The Democratic Union of Labor (Union démocratique du travail, UDT) was a French political party founded in 1959 by left-wing Gaullists in the first years of the French Fifth Republic. Initially, it united activists for the independence of Algeria, and held a progressive stance on economic and social issues compared to the dominant Gaullist movement, the Union for the New Republic (UNR).

The party advocated for partnership between labour and capital, led by its general secretaries, René Capitant, and Louis Vallon. It formed the only left-wing movement that fully embraced the institutions of the Fifth Republic.

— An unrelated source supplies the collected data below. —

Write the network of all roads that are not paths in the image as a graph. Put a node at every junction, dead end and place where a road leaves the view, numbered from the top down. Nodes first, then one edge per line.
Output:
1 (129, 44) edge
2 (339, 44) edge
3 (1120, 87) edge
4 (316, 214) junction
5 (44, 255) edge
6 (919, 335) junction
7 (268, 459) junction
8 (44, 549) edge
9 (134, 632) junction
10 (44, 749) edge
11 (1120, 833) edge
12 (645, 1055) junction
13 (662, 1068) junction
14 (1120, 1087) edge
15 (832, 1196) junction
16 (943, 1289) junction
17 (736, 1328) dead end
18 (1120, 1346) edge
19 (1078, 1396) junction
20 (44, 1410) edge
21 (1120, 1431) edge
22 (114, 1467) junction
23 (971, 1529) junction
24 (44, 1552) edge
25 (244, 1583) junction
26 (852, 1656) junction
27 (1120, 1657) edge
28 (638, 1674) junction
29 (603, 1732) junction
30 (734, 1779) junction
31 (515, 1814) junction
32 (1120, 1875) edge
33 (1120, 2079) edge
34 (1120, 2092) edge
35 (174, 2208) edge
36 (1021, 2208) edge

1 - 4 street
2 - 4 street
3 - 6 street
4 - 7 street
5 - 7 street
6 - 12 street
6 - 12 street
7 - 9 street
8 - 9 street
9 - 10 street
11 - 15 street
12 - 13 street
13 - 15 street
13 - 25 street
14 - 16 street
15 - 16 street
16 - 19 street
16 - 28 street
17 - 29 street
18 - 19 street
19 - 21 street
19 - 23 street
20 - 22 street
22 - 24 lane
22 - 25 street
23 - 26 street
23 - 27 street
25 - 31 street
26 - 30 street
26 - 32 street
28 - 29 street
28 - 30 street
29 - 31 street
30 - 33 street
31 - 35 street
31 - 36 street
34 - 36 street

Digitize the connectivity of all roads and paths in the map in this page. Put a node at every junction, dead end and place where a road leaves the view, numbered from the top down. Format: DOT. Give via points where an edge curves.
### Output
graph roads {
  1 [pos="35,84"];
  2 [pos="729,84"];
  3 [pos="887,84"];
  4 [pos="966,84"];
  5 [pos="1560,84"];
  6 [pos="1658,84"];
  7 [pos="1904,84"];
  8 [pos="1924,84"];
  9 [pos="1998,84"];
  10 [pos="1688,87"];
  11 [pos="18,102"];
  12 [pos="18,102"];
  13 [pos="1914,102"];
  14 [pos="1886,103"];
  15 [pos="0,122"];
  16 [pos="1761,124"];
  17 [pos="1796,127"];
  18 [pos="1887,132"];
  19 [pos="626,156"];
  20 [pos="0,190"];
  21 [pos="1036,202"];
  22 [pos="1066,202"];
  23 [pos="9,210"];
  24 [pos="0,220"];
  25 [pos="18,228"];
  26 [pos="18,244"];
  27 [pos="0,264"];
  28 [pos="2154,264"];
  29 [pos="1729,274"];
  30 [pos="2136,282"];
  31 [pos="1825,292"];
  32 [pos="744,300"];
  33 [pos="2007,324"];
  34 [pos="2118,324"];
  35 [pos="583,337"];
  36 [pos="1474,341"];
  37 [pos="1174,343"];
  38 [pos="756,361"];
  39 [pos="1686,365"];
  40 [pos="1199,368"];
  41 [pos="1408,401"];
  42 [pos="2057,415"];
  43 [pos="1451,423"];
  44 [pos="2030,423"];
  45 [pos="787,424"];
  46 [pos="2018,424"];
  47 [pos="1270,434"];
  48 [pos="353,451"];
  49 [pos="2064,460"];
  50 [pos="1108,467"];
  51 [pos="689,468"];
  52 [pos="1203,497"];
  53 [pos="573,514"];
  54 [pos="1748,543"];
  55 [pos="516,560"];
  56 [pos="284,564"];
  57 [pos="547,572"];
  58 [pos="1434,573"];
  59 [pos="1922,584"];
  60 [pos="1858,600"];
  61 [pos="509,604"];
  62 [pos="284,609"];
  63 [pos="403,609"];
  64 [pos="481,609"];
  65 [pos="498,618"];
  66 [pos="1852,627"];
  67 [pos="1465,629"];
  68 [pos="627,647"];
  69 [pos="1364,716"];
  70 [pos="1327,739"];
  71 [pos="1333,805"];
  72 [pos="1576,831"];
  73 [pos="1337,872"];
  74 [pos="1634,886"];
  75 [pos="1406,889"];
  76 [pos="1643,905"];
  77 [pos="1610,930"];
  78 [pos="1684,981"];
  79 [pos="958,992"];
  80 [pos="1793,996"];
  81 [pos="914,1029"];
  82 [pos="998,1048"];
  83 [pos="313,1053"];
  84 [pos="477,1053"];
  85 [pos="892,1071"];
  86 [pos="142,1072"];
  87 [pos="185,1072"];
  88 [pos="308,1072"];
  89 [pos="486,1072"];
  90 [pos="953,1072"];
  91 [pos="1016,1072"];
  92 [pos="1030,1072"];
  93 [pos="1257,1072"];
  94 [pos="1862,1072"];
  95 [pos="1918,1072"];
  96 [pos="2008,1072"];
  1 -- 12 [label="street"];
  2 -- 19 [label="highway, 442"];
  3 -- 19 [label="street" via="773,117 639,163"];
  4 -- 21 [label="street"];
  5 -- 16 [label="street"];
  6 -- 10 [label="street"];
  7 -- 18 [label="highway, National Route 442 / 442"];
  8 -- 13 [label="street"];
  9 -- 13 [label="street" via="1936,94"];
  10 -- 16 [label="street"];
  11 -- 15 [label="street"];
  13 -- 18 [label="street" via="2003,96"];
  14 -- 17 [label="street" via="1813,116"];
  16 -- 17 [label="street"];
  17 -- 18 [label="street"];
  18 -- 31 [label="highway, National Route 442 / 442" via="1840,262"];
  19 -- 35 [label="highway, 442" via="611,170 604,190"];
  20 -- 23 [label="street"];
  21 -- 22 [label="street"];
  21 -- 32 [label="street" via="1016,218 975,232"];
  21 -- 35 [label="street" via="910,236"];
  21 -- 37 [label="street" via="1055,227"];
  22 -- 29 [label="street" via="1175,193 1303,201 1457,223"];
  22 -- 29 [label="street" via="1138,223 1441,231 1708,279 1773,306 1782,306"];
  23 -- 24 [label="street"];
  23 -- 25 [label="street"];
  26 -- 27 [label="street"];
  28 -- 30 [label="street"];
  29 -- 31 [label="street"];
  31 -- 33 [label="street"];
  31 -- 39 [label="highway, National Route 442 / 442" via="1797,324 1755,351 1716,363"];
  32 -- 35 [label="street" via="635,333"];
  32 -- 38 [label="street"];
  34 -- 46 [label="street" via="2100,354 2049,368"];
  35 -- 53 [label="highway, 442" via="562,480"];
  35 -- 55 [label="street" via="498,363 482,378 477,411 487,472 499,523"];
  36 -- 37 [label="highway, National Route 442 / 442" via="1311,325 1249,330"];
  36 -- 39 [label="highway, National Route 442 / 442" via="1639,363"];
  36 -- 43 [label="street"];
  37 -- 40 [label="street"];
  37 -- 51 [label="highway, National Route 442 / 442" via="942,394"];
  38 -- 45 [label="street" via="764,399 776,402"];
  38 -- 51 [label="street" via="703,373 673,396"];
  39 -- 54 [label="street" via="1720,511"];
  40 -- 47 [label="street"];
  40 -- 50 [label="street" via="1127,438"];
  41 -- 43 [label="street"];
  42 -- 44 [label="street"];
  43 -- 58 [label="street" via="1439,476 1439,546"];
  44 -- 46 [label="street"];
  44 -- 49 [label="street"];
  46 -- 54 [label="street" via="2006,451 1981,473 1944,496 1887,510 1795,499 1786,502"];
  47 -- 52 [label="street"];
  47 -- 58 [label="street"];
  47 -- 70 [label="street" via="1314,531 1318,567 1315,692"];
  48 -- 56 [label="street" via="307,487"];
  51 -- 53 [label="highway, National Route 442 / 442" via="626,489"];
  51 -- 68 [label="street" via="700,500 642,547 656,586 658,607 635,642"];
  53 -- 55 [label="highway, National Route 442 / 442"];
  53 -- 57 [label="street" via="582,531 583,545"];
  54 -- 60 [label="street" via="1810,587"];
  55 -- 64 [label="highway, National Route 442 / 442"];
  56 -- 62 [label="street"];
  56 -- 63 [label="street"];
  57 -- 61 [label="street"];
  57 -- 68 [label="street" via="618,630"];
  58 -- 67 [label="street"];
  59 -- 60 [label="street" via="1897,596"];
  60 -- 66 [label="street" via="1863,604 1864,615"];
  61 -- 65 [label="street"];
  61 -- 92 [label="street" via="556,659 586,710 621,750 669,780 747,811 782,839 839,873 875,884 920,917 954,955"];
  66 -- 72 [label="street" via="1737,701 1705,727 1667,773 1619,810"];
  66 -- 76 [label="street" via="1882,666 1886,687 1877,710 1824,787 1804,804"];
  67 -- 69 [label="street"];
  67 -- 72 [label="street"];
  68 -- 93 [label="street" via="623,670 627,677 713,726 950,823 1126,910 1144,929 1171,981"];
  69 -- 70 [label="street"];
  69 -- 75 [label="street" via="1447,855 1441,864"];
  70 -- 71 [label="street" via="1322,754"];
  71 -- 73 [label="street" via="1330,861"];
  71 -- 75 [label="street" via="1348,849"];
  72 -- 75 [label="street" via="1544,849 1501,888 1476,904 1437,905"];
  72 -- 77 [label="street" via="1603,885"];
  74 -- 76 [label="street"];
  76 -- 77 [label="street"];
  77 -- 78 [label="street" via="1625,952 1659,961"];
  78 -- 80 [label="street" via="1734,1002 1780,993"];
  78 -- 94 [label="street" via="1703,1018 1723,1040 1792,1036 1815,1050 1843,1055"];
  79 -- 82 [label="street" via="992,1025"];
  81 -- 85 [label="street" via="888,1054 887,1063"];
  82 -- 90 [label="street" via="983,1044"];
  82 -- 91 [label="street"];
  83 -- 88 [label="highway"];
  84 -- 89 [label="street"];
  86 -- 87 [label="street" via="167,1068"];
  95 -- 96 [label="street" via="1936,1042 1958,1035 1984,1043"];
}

The UDT partnered with the UNR for the 1962 legislative elections and later merged with it to create the UNR-UDT, despite growing opposition among its members to Georges Pompidou, in the hope of establishing the left-wing faction of Gaullism.

== Press organ ==
The UDT published Notre République, edited by Frédéric Grendel. The publication stood out for its quality and vigor compared to the journal of the "official" Gaullist faction, La Nation.